Uma pessoa sã e equilibrada terá sempre tendência a enfrentar dificuldades de vária ordem. Tal como as pessoas de forte ética e consciência sentirão que a sua personalidade facilmente entrará em conflito com o meio ambiente. Um tresloucado não sofrerá de tais males pois o seu estado de espírito é mais adequado a este habitat.

Vejo um futuro onde esquizofrénicos, bipolares em último grau, obsessivos-compulsivos, neuróticos e adeptos de Wrestling estejam à frente do mundo empresarial e em todos os outros sectores da sociedade. Nas áreas de investigação, nos centros de ensino e aprendizagem, no sistema nacional de Saúde, nas Forças Militares e nas roulotes de horário pós-laboral. Quando este dia chegar decerto que tudo nos parecerá bem mais lógico e nos sentiremos mais felizes e integrados na sociedade.

É este o caminho a seguir. Em breve todos faremos parte desta elite intelectual e ainda bem. Pois se não os conseguimos vencer, juntemo-nos a eles.

Penso que a minha droga de eleição seria a heroína. E digo seria porque estou a falar de cor. Nunca senti o seu pulsar nas minhas veias mas por aquilo que sempre ouvi dizer acho que tem tudo a ver comigo. E temos que confiar naquilo que as pessoas nos dizem. Especialmente em heroinómanos.

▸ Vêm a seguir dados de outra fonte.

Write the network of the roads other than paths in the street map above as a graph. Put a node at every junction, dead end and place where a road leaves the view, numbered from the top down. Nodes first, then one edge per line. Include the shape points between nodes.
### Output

Alguém que dedica a vida de forma tão afincada a uma causa como esta só pode ser uma pessoa séria.

A única razão porque não enveredo por esta carreira profissional prende-se por questões de imagem. Como diziam os Dandy Warhols à uns anos, “Nunca imaginei que te tornasses um carocho pois a heroína está tão fora de moda”. E meus caros, é certo dizer que mais de uma década depois deste comentário a imagem deste opiáceo não tem tido grandes melhorias.

Longe vão os tempos em que era fixe andar metido no cavalo. Era d’homem andar a chutar na veia. Uma afirmação de seriedade perante tudo e todos. Uma renuncia completa às trivialidades da vida e a tudo o mais associado a esta. Uma coisa linda portanto.

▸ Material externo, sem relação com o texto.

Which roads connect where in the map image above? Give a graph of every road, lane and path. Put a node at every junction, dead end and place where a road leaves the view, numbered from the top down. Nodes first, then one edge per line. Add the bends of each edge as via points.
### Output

Mas esse tempo já lá vai. Agora, para além do decréscimo acentuado no seu consumo, assistimos à degradação de uma cultura que fazia tão parte de nós. Tudo bem que agora existem meta-afetaminas e todo o tipo de drogas de laboratório. Mas não é a mesma coisa. Cavalo é o cavalo. Um produto tradicional que destruiu famílias e gerações e como tal não se devia perder.

O degredo andará cá sempre, ao menos que tenha mística e uma boa banda sonora de forma a dar alma a quem a vai perder em breve.